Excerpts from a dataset
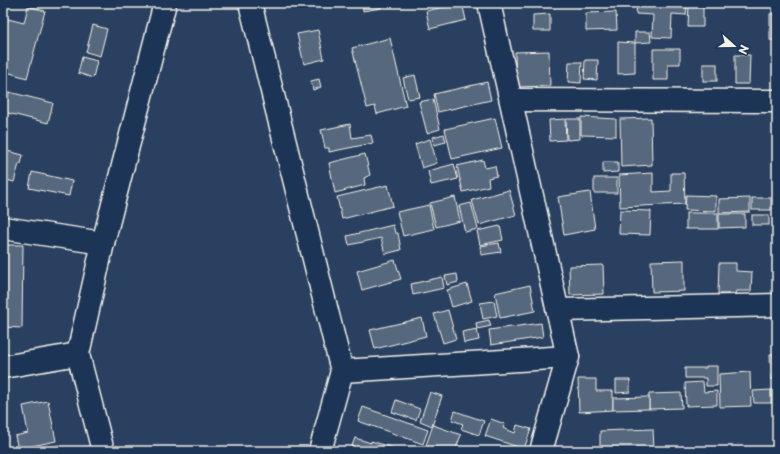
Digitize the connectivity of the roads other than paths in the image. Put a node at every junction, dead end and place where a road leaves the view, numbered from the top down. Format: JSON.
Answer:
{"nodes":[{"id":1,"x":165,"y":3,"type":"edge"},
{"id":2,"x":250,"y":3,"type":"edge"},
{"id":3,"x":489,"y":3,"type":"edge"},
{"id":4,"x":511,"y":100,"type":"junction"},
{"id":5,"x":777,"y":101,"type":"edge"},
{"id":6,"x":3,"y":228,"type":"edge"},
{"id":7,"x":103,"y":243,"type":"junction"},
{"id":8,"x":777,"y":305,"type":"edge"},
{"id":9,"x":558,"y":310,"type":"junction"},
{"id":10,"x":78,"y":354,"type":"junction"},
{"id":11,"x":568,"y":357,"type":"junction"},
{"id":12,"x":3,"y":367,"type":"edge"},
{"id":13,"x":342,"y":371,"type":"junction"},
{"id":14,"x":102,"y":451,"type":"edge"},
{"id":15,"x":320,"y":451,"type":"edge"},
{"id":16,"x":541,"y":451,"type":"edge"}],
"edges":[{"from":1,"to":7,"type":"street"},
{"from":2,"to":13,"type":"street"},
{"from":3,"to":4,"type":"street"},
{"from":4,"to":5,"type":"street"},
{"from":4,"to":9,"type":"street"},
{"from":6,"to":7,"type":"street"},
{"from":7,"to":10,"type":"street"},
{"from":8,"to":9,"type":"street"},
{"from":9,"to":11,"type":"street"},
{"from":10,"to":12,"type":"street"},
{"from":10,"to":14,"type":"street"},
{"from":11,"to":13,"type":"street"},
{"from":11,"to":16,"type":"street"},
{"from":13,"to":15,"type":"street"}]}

--

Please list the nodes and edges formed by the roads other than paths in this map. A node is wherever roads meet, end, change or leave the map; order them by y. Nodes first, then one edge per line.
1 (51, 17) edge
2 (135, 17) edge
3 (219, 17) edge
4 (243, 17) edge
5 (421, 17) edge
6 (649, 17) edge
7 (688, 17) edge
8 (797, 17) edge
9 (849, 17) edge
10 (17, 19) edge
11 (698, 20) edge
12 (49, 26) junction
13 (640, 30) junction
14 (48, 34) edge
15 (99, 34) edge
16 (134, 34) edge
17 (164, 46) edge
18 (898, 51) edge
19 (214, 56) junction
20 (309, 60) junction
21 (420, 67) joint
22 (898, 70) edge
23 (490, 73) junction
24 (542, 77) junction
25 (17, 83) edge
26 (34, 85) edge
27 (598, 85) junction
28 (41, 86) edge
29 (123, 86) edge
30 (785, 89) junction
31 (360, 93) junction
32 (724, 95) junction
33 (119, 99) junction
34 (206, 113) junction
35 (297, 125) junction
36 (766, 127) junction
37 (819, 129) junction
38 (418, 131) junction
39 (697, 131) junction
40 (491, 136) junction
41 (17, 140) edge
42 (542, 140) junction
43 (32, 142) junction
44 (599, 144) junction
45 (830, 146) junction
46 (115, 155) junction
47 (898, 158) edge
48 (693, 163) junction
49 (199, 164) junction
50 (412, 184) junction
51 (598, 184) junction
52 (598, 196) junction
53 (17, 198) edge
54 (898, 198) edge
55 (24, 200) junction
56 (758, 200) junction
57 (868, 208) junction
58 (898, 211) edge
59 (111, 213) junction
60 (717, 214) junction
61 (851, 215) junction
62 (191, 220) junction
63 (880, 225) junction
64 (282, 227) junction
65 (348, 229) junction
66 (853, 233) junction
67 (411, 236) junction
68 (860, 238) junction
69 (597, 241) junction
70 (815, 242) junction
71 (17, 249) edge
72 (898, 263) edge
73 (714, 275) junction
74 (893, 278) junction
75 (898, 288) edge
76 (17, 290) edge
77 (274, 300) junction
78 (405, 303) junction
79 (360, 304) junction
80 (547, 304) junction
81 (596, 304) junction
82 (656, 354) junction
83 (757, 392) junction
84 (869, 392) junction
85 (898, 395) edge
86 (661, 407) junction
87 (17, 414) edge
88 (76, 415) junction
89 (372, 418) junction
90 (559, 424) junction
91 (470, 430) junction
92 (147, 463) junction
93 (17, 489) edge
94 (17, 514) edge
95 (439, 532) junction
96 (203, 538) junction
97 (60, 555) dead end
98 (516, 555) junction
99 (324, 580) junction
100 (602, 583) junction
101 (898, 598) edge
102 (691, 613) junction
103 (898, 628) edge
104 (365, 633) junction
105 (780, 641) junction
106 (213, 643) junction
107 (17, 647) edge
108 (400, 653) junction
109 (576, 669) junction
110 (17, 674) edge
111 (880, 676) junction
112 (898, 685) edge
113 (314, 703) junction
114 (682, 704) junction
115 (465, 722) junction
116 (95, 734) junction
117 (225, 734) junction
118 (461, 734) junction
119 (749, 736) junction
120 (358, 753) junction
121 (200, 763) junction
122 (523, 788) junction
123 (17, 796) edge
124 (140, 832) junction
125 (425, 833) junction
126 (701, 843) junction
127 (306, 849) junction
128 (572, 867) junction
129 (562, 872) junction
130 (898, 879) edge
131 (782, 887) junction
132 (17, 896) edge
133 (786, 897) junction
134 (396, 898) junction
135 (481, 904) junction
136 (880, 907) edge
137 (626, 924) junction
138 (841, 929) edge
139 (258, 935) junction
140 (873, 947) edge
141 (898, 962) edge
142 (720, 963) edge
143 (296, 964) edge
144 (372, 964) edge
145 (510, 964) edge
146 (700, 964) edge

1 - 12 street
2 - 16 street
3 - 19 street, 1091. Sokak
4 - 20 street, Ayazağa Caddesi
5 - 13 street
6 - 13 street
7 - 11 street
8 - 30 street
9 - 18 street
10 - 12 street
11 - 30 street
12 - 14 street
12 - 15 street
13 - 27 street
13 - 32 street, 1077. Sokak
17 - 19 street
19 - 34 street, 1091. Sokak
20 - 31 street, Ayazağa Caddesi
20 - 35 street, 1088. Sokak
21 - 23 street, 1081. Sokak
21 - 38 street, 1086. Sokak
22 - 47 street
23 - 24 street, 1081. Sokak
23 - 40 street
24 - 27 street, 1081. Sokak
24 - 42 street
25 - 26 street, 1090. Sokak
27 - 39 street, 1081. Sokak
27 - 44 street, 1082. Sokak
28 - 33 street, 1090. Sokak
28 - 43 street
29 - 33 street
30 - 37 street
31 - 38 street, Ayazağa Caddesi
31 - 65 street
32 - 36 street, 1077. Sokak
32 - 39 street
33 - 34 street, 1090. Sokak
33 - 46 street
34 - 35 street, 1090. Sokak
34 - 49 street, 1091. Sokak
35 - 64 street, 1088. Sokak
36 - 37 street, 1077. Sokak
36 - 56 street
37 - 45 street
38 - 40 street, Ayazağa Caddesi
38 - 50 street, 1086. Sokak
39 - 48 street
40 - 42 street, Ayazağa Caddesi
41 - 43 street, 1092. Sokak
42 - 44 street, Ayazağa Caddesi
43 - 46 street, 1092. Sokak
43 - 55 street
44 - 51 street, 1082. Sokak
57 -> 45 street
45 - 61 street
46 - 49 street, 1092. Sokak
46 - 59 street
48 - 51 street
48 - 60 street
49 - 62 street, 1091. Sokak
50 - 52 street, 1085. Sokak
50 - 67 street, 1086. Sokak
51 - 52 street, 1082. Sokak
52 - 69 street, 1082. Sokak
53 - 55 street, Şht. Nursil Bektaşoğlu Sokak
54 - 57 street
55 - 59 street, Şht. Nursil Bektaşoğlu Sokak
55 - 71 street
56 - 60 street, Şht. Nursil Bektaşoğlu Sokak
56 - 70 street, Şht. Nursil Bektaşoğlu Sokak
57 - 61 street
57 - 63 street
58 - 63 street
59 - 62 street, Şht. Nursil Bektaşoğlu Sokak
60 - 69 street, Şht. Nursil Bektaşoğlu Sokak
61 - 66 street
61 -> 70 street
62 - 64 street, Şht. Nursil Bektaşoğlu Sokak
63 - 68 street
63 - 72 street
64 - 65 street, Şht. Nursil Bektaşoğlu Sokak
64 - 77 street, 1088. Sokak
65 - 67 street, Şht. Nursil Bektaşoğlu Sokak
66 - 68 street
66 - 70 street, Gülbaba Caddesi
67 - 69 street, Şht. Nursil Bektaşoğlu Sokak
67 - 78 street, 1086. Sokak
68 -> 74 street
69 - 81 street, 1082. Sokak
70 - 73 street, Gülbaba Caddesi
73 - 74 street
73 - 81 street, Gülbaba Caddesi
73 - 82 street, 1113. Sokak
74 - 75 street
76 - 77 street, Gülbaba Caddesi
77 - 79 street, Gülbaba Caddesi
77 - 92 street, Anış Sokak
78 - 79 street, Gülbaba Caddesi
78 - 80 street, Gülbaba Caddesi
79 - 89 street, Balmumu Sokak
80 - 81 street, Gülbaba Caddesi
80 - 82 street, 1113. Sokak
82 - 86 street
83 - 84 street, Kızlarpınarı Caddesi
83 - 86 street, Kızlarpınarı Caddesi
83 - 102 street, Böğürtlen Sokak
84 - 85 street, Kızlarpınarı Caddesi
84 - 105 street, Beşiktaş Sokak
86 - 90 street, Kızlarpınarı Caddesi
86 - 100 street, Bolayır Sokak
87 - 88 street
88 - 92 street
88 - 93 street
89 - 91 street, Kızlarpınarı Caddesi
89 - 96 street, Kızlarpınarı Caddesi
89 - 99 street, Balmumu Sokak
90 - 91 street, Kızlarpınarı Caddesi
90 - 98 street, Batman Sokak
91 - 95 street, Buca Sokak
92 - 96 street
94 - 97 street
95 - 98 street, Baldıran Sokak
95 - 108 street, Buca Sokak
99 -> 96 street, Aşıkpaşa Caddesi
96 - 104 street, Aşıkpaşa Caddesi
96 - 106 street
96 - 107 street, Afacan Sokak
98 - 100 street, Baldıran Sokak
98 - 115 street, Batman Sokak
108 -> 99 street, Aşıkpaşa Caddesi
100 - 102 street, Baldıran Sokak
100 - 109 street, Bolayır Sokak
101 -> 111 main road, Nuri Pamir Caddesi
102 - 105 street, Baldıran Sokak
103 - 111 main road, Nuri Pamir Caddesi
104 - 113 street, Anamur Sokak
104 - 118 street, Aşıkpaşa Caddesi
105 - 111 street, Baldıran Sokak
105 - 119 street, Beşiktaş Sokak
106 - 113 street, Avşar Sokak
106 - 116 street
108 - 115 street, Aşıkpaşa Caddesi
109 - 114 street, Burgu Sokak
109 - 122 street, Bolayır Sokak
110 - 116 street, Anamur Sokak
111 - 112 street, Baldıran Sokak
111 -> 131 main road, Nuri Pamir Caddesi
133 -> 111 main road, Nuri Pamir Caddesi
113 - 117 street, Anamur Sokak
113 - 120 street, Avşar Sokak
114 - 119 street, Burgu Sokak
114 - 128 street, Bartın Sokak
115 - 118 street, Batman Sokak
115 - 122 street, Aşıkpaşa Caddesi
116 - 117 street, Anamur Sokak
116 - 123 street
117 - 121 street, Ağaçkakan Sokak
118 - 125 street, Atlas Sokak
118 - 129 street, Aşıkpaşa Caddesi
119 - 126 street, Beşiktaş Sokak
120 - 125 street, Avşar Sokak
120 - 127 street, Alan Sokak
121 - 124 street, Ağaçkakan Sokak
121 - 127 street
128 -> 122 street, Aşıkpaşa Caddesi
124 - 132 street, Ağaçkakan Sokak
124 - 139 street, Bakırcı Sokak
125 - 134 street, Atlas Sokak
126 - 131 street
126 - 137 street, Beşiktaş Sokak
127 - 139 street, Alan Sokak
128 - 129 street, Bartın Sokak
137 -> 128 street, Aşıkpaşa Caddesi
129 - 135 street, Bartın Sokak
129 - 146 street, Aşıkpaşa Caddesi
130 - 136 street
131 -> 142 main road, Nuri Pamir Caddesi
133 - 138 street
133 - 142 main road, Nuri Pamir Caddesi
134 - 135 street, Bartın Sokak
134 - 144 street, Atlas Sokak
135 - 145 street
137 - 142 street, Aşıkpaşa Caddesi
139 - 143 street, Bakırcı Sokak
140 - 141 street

--

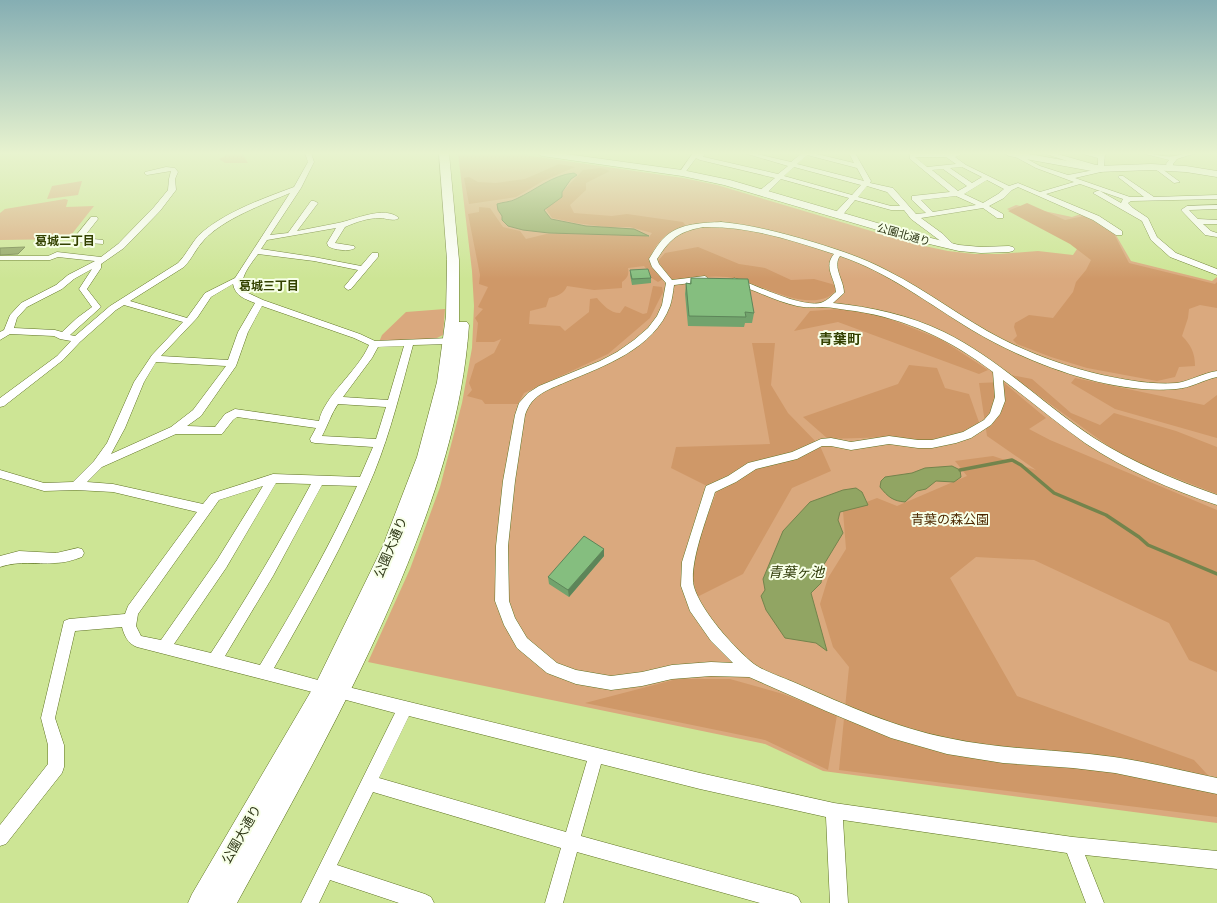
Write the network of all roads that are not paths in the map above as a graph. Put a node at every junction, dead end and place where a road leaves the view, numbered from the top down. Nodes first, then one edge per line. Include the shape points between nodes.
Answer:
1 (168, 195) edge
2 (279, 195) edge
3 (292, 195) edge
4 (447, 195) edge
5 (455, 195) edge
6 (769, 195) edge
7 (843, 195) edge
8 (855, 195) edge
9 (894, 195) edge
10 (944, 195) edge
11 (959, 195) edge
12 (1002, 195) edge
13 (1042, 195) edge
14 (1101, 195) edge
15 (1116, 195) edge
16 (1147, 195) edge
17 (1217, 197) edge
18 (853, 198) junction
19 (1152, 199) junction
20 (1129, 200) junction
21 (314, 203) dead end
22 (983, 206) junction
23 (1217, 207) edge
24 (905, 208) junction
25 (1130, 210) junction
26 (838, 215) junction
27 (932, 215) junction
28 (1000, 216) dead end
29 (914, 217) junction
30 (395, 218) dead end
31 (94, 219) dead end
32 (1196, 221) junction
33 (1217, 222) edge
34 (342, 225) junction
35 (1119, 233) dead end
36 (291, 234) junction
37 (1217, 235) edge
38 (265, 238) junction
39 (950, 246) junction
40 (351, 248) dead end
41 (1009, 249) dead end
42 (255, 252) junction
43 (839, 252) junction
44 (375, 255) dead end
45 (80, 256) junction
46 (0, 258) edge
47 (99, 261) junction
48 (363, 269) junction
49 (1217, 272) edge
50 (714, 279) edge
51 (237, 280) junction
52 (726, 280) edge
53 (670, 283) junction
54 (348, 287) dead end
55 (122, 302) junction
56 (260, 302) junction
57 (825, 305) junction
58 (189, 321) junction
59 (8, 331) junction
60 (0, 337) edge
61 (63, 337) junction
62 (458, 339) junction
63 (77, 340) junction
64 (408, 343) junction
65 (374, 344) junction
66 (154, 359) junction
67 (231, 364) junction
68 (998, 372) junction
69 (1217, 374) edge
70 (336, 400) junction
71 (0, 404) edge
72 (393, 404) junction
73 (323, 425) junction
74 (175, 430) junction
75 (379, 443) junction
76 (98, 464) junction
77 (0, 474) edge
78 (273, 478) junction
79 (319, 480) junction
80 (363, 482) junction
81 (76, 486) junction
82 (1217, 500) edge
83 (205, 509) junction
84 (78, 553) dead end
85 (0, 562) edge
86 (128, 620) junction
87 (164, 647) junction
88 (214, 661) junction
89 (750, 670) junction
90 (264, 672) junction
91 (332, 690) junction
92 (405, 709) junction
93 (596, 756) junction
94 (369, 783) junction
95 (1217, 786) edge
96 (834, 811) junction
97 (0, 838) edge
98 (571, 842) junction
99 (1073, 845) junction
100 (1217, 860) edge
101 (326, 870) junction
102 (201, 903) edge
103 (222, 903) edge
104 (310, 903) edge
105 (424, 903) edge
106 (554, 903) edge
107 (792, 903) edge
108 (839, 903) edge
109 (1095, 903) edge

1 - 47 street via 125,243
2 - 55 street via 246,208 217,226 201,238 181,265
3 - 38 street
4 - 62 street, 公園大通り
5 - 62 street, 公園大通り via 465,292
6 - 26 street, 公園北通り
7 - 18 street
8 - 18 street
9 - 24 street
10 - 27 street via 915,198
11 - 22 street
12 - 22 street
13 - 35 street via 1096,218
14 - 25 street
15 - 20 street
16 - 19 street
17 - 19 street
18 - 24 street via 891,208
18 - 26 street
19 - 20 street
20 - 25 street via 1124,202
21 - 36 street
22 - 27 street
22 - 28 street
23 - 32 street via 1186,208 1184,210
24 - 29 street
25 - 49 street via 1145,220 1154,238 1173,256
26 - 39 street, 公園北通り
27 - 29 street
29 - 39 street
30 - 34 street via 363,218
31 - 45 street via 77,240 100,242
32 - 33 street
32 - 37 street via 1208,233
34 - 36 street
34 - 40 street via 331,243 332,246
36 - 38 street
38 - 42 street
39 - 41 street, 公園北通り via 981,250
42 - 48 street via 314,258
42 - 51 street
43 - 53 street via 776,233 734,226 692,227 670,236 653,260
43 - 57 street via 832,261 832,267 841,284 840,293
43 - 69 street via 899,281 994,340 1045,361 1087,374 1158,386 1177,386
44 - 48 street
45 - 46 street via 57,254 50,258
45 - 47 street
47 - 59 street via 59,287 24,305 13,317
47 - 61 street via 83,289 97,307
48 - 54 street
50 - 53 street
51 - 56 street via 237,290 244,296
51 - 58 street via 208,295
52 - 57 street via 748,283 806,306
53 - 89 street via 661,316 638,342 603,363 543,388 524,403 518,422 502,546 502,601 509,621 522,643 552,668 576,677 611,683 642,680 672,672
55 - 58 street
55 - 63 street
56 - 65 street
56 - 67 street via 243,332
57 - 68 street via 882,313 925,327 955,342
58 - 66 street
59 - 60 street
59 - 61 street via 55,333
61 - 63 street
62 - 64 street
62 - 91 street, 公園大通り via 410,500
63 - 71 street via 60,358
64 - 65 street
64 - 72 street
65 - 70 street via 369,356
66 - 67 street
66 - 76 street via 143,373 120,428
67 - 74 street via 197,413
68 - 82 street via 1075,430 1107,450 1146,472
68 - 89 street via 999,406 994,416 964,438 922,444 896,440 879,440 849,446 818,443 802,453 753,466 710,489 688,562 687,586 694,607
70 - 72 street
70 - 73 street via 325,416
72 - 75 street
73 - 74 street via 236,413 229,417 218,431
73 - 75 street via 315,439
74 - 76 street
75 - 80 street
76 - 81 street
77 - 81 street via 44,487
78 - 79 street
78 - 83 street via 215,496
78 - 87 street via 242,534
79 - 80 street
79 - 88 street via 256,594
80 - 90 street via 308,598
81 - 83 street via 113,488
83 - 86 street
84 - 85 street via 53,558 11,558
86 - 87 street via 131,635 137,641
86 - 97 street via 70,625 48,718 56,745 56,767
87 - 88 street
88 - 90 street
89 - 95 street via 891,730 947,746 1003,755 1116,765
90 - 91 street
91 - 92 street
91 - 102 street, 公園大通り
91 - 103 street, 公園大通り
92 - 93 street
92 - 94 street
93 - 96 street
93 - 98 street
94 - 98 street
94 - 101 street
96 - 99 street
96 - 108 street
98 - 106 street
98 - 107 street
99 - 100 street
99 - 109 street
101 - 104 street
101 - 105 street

Your objective
Identify each line in the entries with the word "than" and copy it.

Task response
Digitize the connectivity of the roads other than paths in the image. Put a node at every junction, dead end and place where a road leaves the view, numbered from the top down. Format: JSON.
Please list the nodes and edges formed by the roads other than paths in this map. A node is wherever roads meet, end, change or leave the map; order them by y. Nodes first, then one edge per line.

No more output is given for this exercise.